Data section →
=-=-=

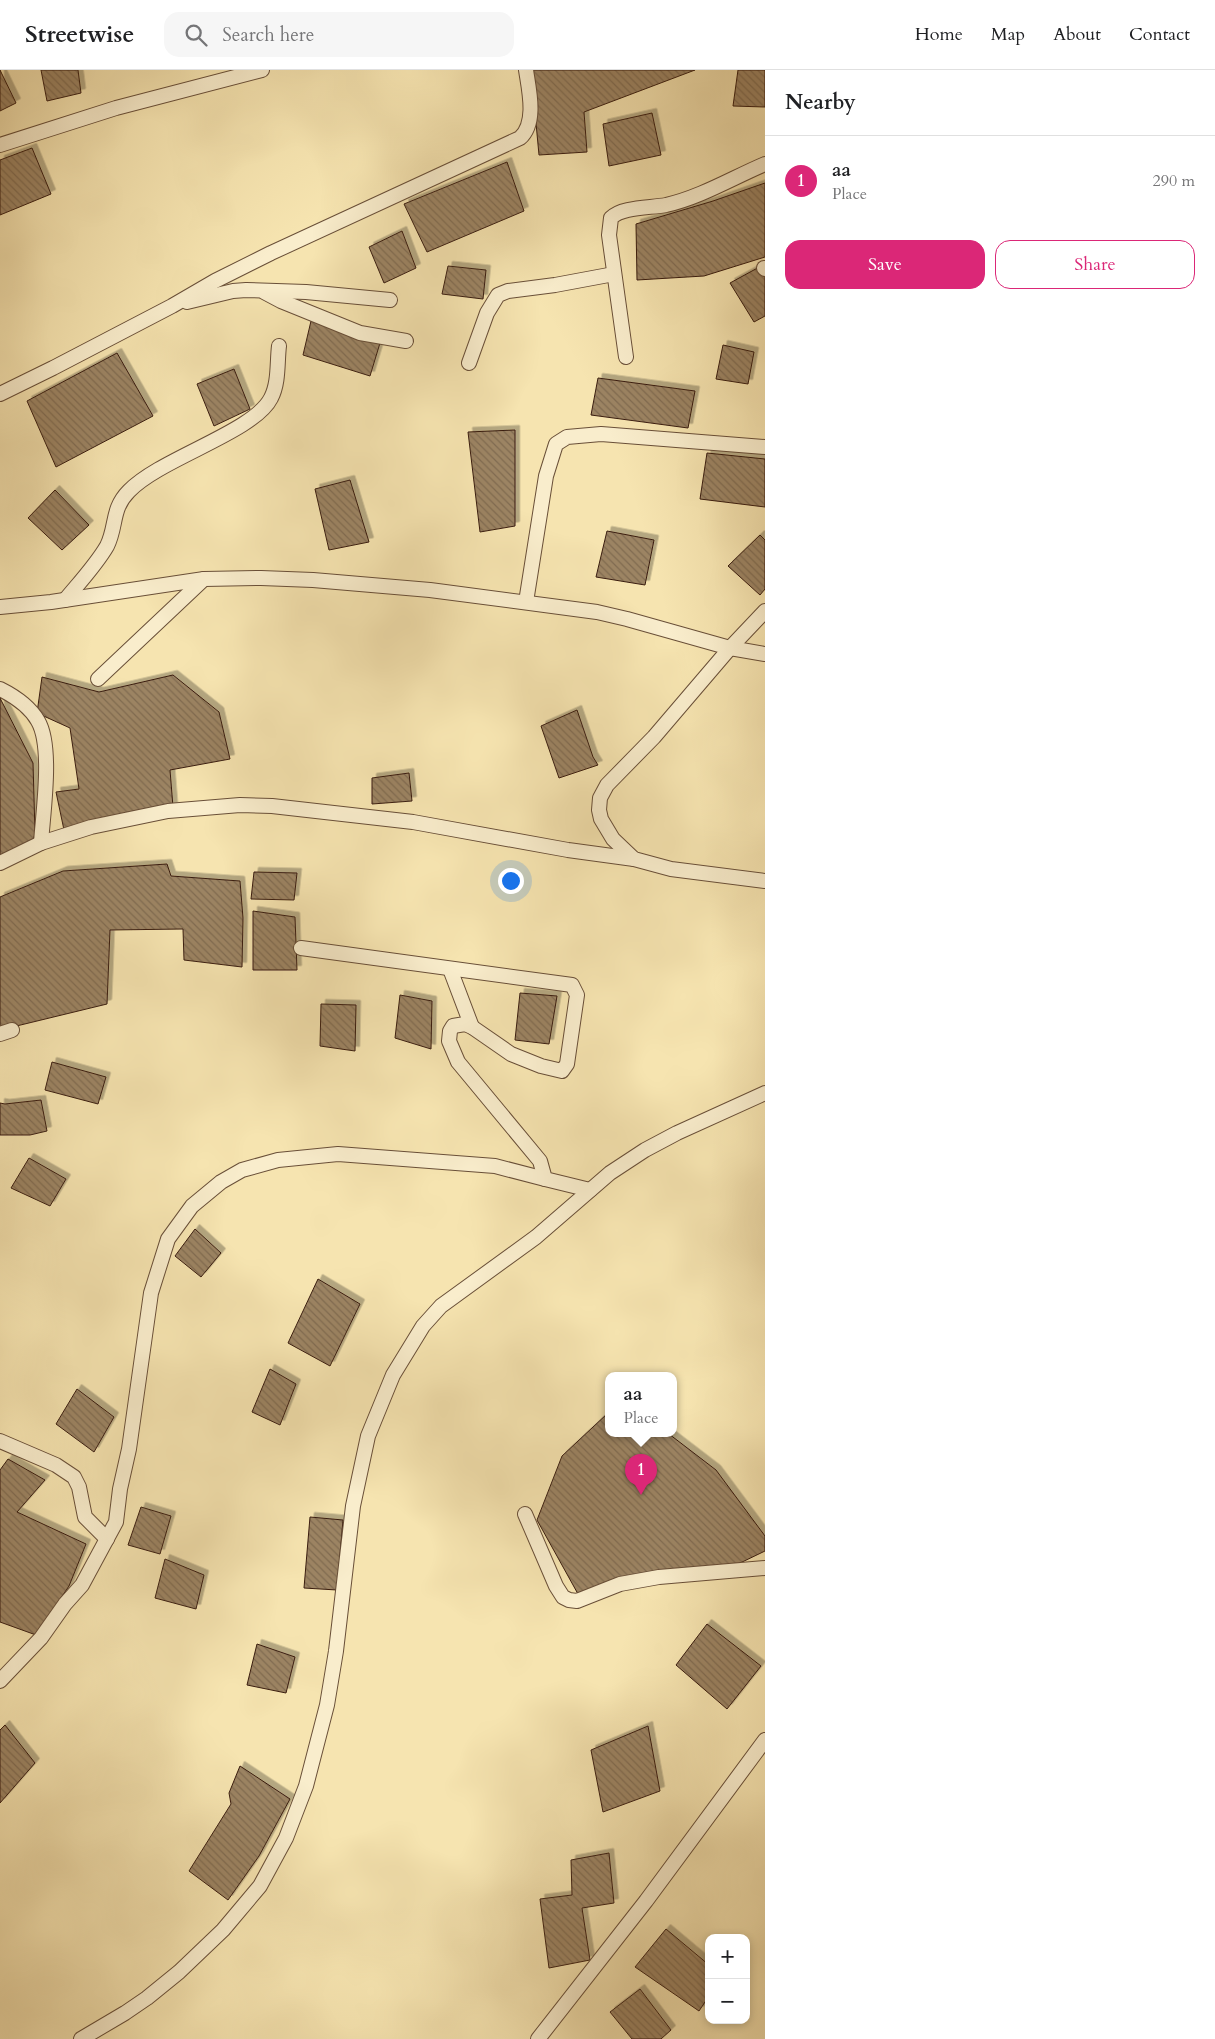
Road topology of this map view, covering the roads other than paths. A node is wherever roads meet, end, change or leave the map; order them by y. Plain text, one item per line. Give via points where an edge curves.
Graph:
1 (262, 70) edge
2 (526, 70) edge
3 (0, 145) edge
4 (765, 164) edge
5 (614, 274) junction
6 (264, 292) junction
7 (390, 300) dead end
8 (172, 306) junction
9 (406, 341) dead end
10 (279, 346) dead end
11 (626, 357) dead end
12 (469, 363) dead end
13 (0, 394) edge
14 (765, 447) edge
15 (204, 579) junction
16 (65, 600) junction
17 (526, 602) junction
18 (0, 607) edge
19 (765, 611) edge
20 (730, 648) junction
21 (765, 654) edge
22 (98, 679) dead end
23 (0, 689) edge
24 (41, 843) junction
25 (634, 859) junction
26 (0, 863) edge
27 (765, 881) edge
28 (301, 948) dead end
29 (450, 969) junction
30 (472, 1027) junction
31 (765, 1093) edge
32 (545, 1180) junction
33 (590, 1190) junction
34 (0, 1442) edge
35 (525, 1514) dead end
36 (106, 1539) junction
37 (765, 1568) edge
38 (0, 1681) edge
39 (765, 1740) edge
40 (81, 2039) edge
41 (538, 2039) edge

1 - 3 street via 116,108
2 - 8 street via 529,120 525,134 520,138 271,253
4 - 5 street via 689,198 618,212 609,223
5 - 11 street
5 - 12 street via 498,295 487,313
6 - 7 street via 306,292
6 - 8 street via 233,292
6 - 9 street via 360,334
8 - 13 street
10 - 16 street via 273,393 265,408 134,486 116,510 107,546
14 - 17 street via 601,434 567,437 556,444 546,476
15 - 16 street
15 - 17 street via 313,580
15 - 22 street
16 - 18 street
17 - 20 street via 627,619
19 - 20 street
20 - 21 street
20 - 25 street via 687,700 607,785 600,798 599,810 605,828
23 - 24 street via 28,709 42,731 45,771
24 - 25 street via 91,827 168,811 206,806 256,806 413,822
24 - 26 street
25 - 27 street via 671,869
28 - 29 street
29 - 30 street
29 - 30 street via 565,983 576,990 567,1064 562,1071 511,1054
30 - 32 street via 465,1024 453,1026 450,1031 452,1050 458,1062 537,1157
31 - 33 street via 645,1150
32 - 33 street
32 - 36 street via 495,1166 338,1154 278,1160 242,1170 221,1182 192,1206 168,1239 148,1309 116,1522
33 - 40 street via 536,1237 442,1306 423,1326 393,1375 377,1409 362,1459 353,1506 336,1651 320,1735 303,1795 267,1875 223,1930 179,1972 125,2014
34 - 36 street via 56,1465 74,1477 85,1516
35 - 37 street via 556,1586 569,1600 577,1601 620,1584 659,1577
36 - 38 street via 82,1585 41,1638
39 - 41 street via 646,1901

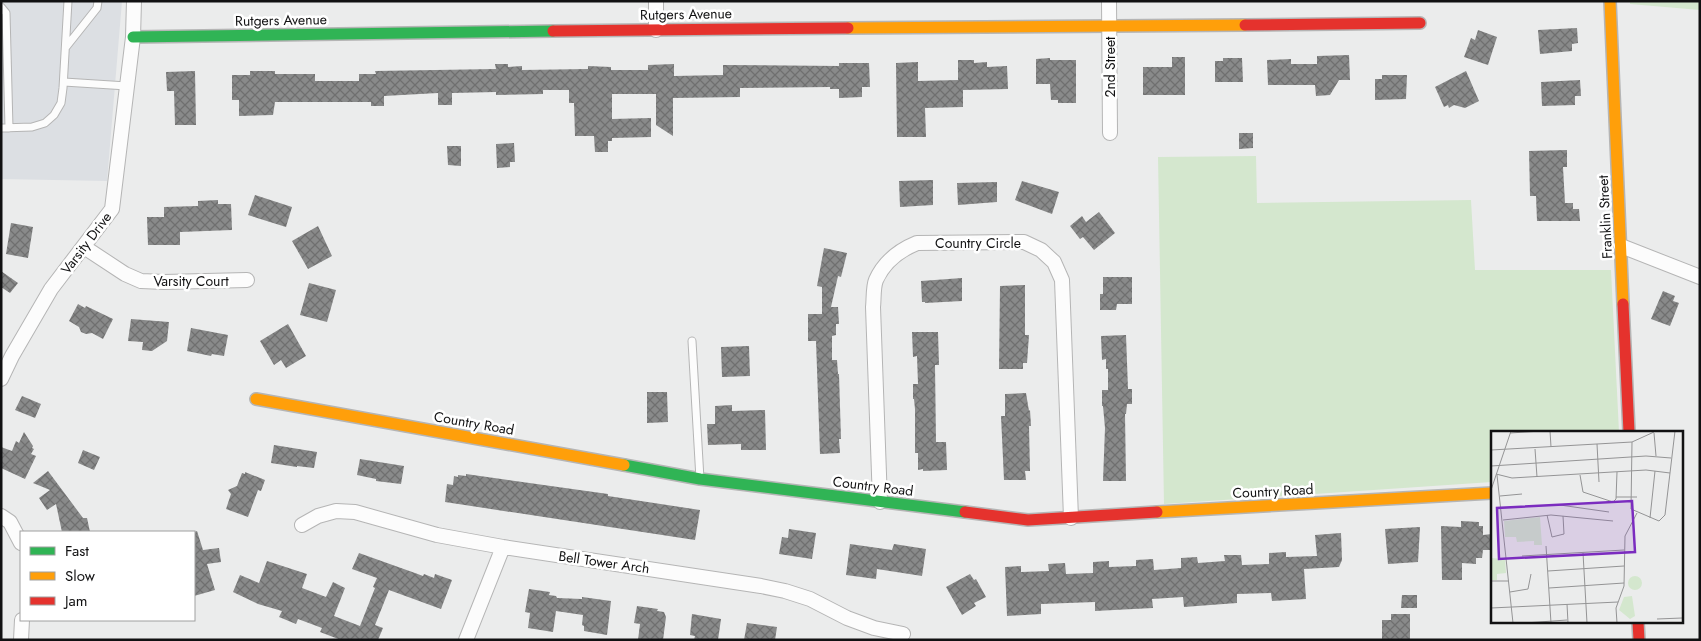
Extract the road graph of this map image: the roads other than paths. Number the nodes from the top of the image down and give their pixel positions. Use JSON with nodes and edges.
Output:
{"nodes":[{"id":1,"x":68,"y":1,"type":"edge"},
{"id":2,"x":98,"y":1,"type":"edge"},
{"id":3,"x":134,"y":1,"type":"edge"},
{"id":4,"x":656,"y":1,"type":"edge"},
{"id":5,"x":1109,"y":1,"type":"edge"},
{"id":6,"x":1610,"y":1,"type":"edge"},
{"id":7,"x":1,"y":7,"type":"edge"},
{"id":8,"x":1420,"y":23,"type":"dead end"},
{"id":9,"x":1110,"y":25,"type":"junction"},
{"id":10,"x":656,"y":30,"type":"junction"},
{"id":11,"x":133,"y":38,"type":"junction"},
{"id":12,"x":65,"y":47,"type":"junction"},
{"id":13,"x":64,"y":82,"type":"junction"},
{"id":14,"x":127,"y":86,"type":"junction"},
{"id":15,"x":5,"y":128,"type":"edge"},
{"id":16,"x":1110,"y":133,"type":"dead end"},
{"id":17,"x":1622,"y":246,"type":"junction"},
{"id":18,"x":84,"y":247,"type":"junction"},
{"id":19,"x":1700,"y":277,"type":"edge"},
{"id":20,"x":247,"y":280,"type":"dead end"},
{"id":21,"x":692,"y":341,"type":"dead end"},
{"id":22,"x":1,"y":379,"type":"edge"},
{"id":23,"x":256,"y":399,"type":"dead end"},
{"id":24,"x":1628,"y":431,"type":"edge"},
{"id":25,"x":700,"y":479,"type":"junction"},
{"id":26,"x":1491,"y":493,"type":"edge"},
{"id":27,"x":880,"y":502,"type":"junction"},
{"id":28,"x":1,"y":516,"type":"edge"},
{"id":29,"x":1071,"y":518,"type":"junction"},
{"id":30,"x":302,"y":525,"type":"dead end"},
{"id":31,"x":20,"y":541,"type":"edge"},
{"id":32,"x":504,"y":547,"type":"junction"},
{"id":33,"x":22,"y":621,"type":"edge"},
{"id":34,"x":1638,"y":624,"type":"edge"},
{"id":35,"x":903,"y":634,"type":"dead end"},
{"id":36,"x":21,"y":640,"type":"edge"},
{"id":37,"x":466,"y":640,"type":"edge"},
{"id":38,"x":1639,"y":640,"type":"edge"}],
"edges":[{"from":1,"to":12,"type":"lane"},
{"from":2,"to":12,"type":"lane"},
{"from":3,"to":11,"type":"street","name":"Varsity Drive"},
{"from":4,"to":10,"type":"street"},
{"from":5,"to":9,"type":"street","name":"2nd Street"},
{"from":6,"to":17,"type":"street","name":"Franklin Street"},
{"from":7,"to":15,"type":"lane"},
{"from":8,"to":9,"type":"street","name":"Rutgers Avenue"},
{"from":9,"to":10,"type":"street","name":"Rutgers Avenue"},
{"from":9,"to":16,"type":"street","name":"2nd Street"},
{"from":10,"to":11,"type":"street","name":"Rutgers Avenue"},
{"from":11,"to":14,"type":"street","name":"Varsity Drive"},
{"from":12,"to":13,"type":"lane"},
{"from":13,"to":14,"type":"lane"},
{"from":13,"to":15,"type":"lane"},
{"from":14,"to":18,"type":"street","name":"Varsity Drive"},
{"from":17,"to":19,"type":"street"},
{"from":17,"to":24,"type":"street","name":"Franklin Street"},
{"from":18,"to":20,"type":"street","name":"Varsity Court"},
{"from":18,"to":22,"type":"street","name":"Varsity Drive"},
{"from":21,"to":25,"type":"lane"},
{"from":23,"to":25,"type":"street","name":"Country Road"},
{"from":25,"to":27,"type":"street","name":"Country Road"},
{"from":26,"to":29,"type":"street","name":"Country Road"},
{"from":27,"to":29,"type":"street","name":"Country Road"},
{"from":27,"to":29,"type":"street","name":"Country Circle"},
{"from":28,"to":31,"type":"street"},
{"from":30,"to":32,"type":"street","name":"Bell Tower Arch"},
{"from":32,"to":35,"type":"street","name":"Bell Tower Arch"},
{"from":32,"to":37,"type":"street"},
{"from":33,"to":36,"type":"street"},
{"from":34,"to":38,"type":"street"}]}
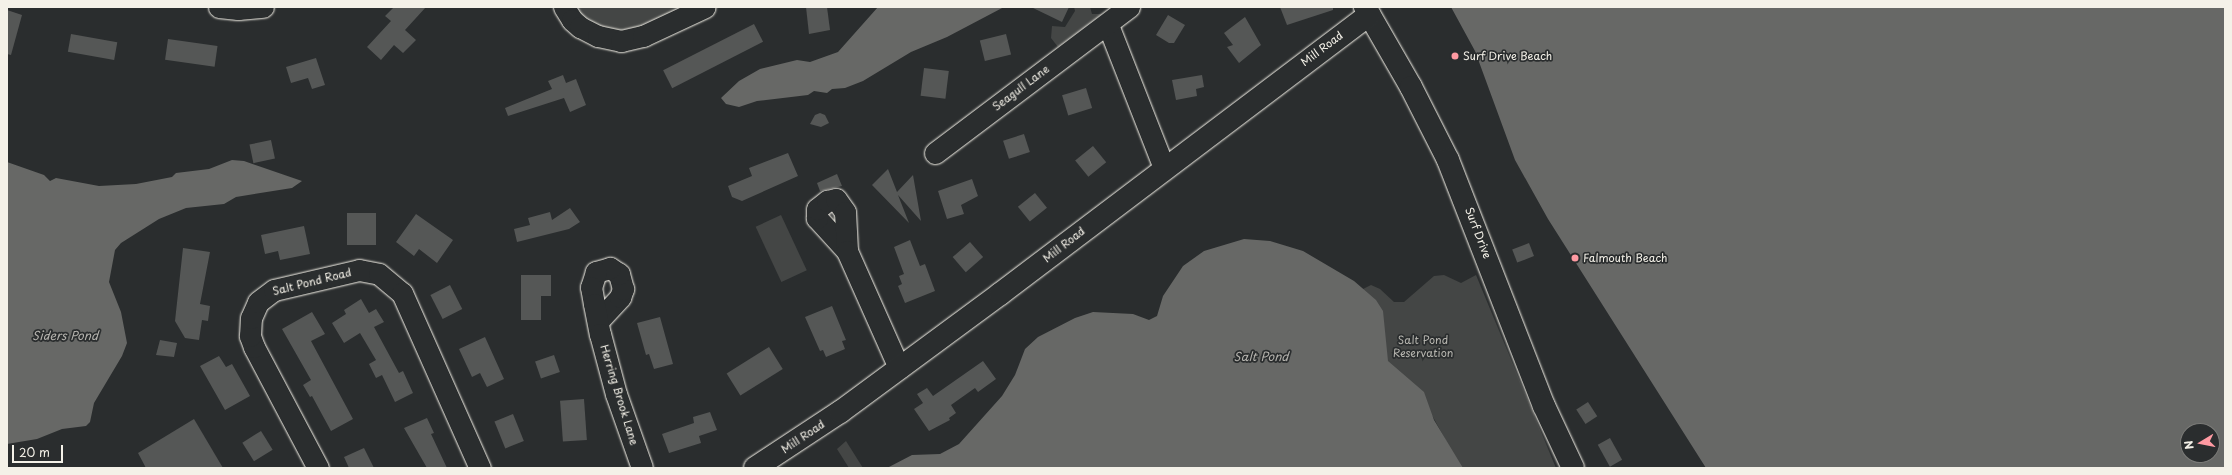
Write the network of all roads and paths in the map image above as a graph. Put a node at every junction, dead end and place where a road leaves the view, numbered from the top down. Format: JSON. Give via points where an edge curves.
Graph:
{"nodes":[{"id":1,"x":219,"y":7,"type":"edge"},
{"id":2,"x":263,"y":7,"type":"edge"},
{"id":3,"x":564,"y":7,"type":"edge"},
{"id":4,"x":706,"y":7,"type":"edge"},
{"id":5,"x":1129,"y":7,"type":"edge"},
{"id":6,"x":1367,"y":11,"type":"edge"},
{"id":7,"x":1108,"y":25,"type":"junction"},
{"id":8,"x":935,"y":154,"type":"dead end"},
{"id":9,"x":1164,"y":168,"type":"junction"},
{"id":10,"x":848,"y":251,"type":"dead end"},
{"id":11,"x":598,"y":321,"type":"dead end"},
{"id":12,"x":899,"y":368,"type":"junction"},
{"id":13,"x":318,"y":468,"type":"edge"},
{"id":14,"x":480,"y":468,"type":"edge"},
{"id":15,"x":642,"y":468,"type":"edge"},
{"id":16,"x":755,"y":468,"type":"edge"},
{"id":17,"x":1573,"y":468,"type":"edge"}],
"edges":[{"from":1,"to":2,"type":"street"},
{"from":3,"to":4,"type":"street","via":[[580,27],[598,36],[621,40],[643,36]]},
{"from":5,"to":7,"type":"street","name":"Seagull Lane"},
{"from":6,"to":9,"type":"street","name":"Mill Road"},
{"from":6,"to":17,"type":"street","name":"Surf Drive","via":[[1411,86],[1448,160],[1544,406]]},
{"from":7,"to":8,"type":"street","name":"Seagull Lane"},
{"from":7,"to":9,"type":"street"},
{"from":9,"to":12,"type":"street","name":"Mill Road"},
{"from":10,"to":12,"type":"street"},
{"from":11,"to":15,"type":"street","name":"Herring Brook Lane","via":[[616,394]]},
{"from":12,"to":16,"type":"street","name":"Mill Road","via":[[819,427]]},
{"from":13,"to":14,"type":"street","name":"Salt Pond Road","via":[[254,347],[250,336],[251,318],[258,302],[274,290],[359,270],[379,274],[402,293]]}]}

=-=-=

Problem to work on →
State how many lines of the records contain the word "down". Give that number alone.

Written solution →
2